Depuis longtemps des négociations étaient engagées de ce côté. En 1202, «  l'empereur  des Bulgares et des Valaques », Kalojean, pour échapper à la mainmise des Grecs sur ses États, avait fait des avances à Rome. « Tout notre désir, écrivait-il au pape, est de rentrer dans le sein de l'unité catholique, mais surtout de recevoir de vous la couronne qu'ont autrefois portée les chefs de la nation . » Innocent III acquiesça à cette demande, mais subordonna le couronnement royal de Kalojean à la reconnaissance de l'autorité romaine par l'Église bulgare, ce qui indique une fois de plus combien les préoccupations religieuses l'emportaient chez lui sur les ambitions politiques . La réforme de l'Église fut aussitôt entreprise, sous la direction simultanée de Kalojean et de l'archevêque de Zagora; dans le courant de l'année 1203, Innocent III reçut de l'empereur des Bulgares une lettre qui le remplit de joie : le souverain reconnaissait au pape le pouvoir de lier et de délier tel que l'avait exercé le bienheureux Pierre et lui confiait que les Grecs lui avaient offert de le couronner, mais qu'il leur avait opposé un refus 1. Cette soumission formelle à l'Église romaine et le rejet des propositions byzantines dictaient au pape son attitude : par lettre du 25 février 1204, il salua en Kalojean le «  roi des peuples de Bulgarie et de Valachie », en l'autorisant à frapper monnaie à son nom . Un légat, le cardinal Léon de Sainte-Croix, fut aussitôt envoyé en Bulgarie avec les insignes royaux; il ne parvint pas sans peine à destination  et c'est seulement le 8 novembre 1204 que Kalojean reçut la couronne royale des mains de l'envoyé de Rome. A la couronne étaient joints le vexillum pontifical, sur lequel figuraient la croix et les clefs, et plusieurs livres destinés à instruire le souverain de ses devoirs de chrétien. Le même jour, Basile, archevêque de Zagora, était investi de la dignité de primat avec pouvoir de consacrer et de couronner le roi de Bulgarie et de Valachie, et de confirmer l'élection des métropolitains qui devraient toutefois aller chercher le pallium à Rome; le nouveau dignitaire reconnut solennellement la primauté romaine avec toutes les prérogatives qui y étaient attachées . La Bulgarie était ainsi incorporée dans la Chrétienté latine, mais sa rivalité politique avec l'Empire latin devait rendre cette conquête spirituelle du Saint-Siège assez éphémère. 

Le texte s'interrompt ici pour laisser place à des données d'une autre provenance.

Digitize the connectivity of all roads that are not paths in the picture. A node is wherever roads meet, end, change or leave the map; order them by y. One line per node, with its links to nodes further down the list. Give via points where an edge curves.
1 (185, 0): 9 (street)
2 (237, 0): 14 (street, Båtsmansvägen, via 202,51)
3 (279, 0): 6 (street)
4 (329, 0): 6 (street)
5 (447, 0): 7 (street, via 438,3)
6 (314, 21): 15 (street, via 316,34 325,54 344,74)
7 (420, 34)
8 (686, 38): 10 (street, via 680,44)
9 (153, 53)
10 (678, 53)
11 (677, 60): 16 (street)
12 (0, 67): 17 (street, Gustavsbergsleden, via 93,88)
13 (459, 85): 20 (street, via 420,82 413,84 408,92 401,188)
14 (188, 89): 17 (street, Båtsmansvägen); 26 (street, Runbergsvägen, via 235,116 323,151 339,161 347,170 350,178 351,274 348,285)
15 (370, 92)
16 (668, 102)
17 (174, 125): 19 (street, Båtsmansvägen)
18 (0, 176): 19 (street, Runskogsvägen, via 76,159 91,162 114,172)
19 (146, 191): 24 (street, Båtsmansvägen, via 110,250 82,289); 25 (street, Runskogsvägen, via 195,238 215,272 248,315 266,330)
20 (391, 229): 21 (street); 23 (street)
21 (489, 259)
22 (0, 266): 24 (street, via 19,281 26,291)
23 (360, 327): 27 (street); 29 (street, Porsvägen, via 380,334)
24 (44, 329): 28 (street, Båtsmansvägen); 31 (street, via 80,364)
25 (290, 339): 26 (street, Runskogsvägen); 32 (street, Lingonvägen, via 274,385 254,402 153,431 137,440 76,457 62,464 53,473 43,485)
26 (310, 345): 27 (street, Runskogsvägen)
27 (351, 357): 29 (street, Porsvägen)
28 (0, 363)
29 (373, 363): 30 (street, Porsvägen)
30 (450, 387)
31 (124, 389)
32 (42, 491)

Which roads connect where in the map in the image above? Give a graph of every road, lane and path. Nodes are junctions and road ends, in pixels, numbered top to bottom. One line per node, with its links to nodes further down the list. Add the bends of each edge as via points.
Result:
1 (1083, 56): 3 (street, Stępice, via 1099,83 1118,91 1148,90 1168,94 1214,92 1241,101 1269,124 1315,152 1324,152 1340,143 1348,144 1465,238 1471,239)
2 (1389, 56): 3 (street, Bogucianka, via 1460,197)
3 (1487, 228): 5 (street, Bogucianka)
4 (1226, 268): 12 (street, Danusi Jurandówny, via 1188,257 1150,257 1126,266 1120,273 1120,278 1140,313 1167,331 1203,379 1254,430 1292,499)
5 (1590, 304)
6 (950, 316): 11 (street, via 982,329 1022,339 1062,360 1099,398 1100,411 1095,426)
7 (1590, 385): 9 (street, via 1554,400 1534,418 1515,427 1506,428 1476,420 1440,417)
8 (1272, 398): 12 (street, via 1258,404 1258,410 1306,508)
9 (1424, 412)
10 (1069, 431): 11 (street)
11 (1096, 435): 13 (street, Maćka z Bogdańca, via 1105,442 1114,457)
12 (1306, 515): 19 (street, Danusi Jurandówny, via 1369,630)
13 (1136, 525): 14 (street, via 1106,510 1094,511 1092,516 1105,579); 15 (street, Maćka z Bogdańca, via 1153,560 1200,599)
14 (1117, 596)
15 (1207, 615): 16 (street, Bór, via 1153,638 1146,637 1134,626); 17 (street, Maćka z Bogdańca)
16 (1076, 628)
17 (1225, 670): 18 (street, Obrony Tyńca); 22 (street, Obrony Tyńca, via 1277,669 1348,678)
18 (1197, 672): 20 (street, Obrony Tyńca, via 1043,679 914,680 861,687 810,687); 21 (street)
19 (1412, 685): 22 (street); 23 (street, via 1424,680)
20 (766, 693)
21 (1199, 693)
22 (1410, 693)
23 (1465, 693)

 LA CHRÉTIENTÉ ROMAINE A LA FIN DE 1204

 

Il n'en est pas moins vrai qu'à la fin de l'année 1204 le domaine de la Chrétienté romaine s'était singulièrement accru. L'autorité du successeur de Pierre était reconnue à Constantinople comme à Rome; ainsi qu'Innocent III l'écrivait le 21 janvier 1205, avec une enthousiaste fierté, aux évêques, abbés et clercs qui se trouvaient réunis dans l'ancienne capitale byzantine devenue celle de l'Empire latin , la Livonie, la Bulgarie, la Valachie, l'Arménie ont, en même temps que la péninsule balkanique, été incorporées dans la Chrétienté romaine qui étend ses rameaux sur l'Europe entière et. sur une partie du littoral méditerranéen de l'Asie.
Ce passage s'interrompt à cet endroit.